• _Try it_
Without changing a word, repeat the data, and include no pictures.

[Records drawn from a dataset]
^^^^^^^^^^^^^^^^
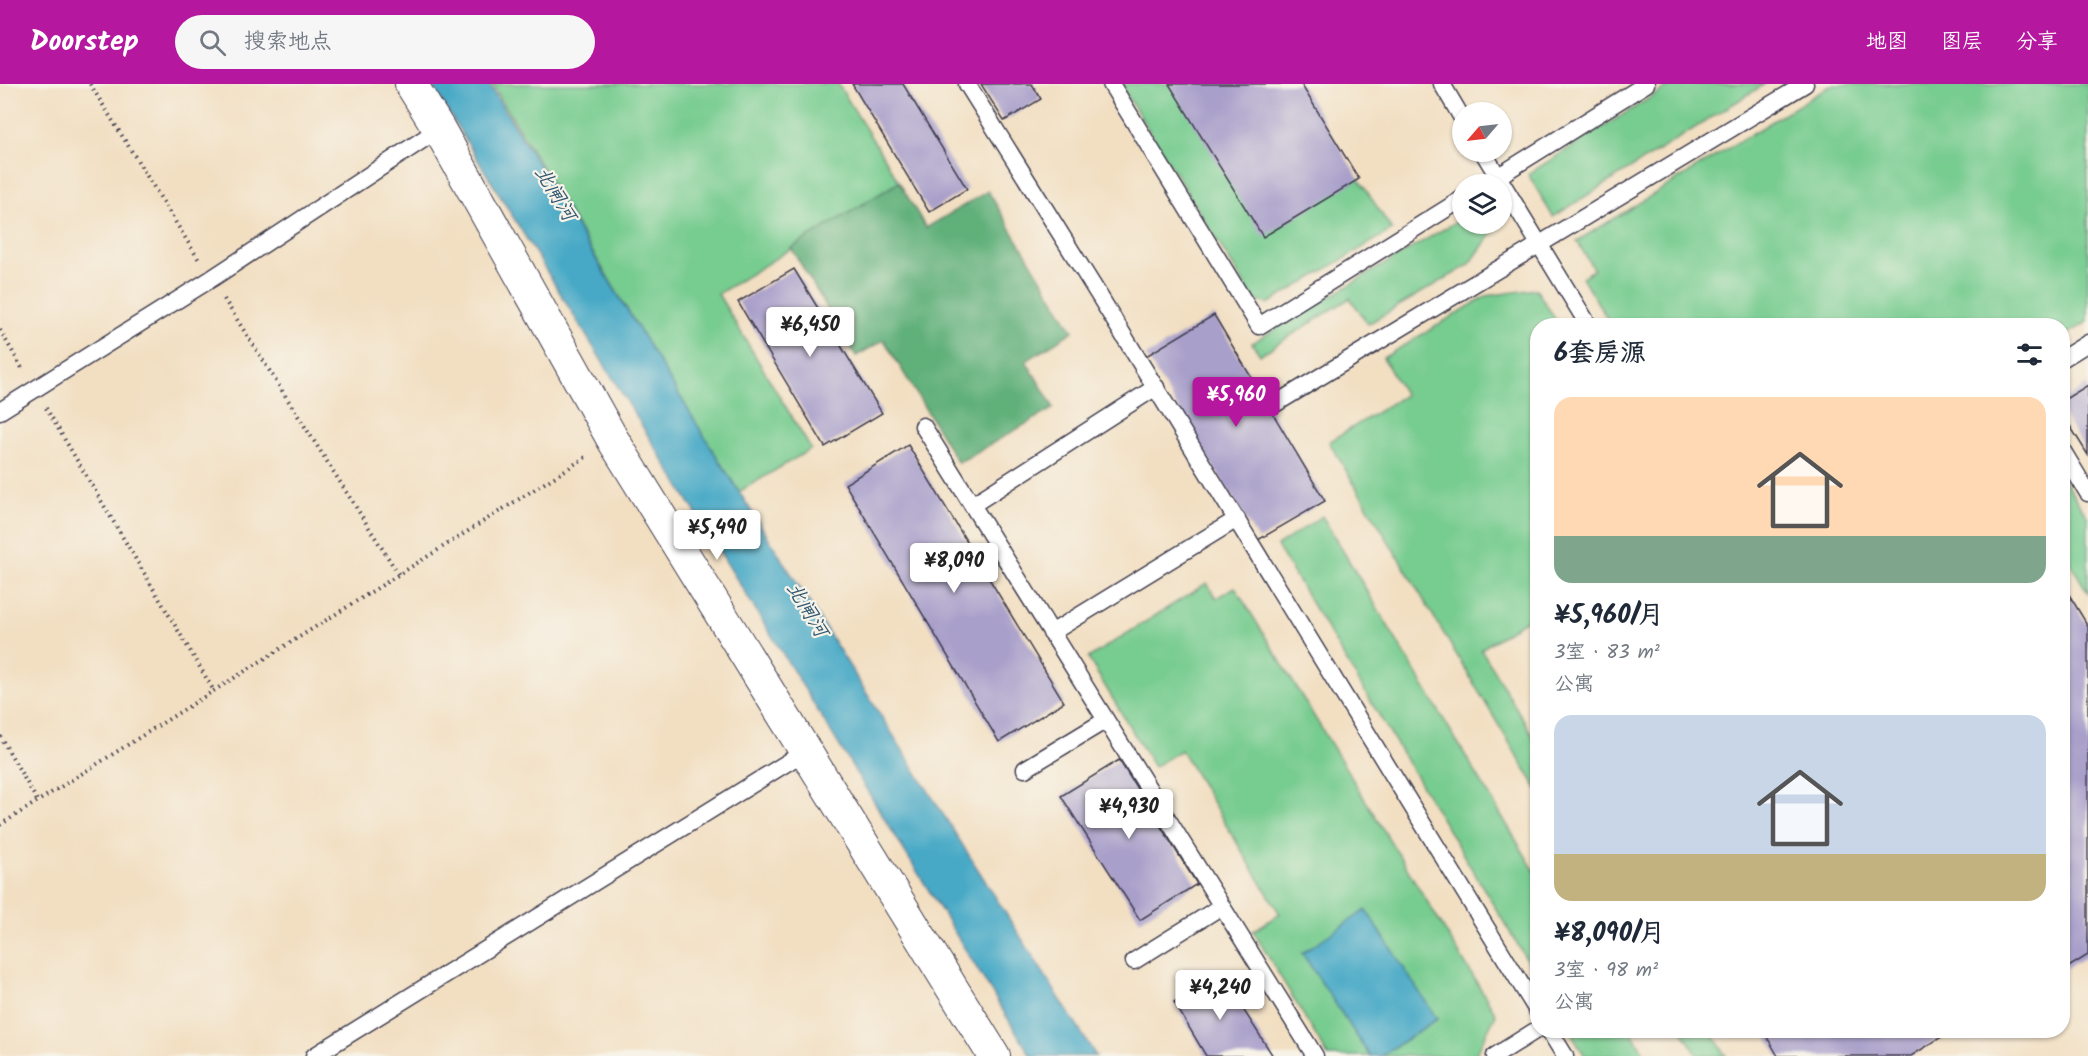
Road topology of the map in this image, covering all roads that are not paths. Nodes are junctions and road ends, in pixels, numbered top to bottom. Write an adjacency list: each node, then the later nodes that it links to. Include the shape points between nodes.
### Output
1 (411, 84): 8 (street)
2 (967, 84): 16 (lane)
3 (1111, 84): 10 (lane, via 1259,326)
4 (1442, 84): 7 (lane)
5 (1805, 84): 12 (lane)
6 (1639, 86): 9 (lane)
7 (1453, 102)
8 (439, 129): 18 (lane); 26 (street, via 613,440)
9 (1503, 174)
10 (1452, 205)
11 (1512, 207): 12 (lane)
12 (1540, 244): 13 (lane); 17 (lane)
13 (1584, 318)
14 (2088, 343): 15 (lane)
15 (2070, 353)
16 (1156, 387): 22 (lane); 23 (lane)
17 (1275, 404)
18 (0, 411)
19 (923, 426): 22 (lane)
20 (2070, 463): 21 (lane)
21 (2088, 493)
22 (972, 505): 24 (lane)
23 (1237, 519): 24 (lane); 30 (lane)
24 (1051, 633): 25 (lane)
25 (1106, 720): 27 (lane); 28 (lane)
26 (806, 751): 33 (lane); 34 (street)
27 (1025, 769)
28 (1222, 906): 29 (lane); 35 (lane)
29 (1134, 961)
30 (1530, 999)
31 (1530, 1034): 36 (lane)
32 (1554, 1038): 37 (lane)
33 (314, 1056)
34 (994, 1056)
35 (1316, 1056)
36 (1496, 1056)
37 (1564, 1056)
^^^^^^^^^^^^^^^^
• _Result of this exercise_
Road topology of the map in this image, covering all roads that are not paths. Nodes are junctions and road ends, in pixels, numbered top to bottom. Write an adjacency list: each node, then the later nodes that it links to. Include the shape points between nodes.
### Output
1 (411, 84): 8 (street)
2 (967, 84): 16 (lane)
3 (1111, 84): 10 (lane, via 1259,326)
4 (1442, 84): 7 (lane)
5 (1805, 84): 12 (lane)
6 (1639, 86): 9 (lane)
7 (1453, 102)
8 (439, 129): 18 (lane); 26 (street, via 613,440)
9 (1503, 174)
10 (1452, 205)
11 (1512, 207): 12 (lane)
12 (1540, 244): 13 (lane); 17 (lane)
13 (1584, 318)
14 (2088, 343): 15 (lane)
15 (2070, 353)
16 (1156, 387): 22 (lane); 23 (lane)
17 (1275, 404)
18 (0, 411)
19 (923, 426): 22 (lane)
20 (2070, 463): 21 (lane)
21 (2088, 493)
22 (972, 505): 24 (lane)
23 (1237, 519): 24 (lane); 30 (lane)
24 (1051, 633): 25 (lane)
25 (1106, 720): 27 (lane); 28 (lane)
26 (806, 751): 33 (lane); 34 (street)
27 (1025, 769)
28 (1222, 906): 29 (lane); 35 (lane)
29 (1134, 961)
30 (1530, 999)
31 (1530, 1034): 36 (lane)
32 (1554, 1038): 37 (lane)
33 (314, 1056)
34 (994, 1056)
35 (1316, 1056)
36 (1496, 1056)
37 (1564, 1056)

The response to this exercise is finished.